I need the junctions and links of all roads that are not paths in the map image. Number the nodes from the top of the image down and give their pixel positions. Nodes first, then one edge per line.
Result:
==
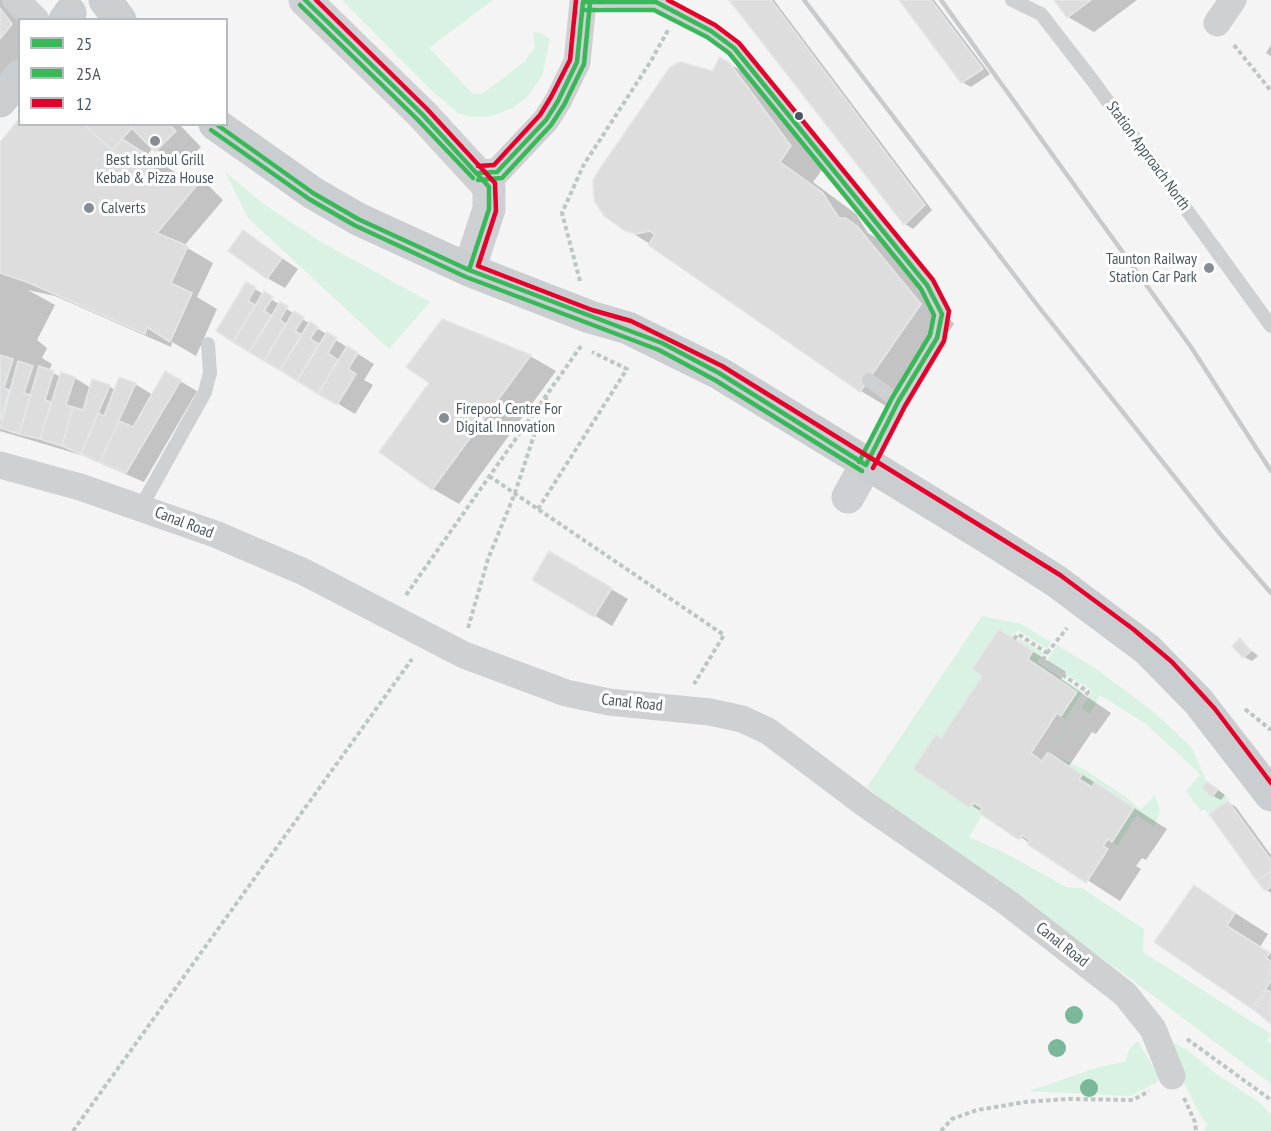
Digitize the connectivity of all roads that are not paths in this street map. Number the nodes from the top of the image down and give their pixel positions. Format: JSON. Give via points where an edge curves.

» Assignment
For each line of the data that includes the word "roads", return a copy of it.

» Written answer
I need the junctions and links of all roads that are not paths in the map image. Number the nodes from the top of the image down and give their pixel positions. Nodes first, then one edge per line.
Digitize the connectivity of all roads that are not paths in this street map. Number the nodes from the top of the image down and give their pixel positions. Format: JSON. Give via points where an edge curves.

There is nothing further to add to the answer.